The recent volatility in precious metals markets has highlighted a recurring pattern: when prices retreat, silver often falls more sharply than gold. This phenomenon was evident on May 14, when silver dropped from $88.4 to $84.5—a 6% decline—while gold lost less than 0.3% on the same day. Understanding why this happens requires examining the distinct characteristics of each market.
One key factor is liquidity. The gold market is several times larger than the silver market, meaning it has more capital and participants. This depth makes gold less prone to dramatic price swings when market forces shift. In contrast, the smaller silver market reacts more violently to the same news because of its lower liquidity. "When a market force impacts both markets, the silver market exhibits more volatility because its liquidity is smaller and therefore reacts in a more pronounced way," explains the source.

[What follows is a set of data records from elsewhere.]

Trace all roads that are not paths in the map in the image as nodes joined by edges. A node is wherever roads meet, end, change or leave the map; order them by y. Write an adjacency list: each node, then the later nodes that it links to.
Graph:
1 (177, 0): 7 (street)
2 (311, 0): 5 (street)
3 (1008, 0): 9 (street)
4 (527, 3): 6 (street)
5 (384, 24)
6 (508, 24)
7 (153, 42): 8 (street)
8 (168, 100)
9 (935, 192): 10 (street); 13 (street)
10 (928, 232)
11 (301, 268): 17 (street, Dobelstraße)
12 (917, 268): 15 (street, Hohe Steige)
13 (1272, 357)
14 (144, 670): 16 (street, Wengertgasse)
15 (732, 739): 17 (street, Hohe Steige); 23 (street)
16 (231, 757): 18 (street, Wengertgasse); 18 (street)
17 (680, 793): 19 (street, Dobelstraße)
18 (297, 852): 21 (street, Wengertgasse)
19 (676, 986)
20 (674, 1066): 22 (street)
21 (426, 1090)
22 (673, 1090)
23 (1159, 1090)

Another critical distinction lies in silver's dual nature. While gold is purely a monetary and precious metal, silver serves both as a precious metal and an industrial commodity. This dual role exposes silver to additional pressures during economic downturns. For instance, news that affects monetary policy—such as hotter inflation reducing the likelihood of interest rate cuts—hurts non-yielding precious metals like gold and silver. However, silver faces a "double whammy" because higher interest rates also dampen industrial activity in sectors like solar panel manufacturing, electronics, and electric vehicles. This reduced industrial demand further depresses silver prices, compounding the impact from the monetary side. "Gold is impacted once, silver is impacted twice; hence the steep drop in silver prices when compared to the drop in gold prices," the source notes.
Despite these short-term pullbacks, the long-term outlook for silver remains robust. The metal has experienced a growing supply deficit for six consecutive years, a structural trend that short-term market movements do not erase. Industrial demand for silver is rising, driven by artificial intelligence, the energy transition, and upgrades to electrical grids. Additionally, as gold prices climb due to central bank buying, concerns about national debt, and geopolitical instability, some investors are priced out of gold and turning to silver. This shift suggests that silver prices are likely to continue rising over the long term, given that supply has failed to keep up with demand.
Companies like Collective Mining Ltd. (NYSE American: CNL) (TSX: CNL) are aware of these fundamental dynamics and are pressing ahead with exploration and mine development despite short-term price swings. For investors, maintaining a focus on the bigger picture is crucial, as short-term volatility can obscure the underlying forces driving silver's value.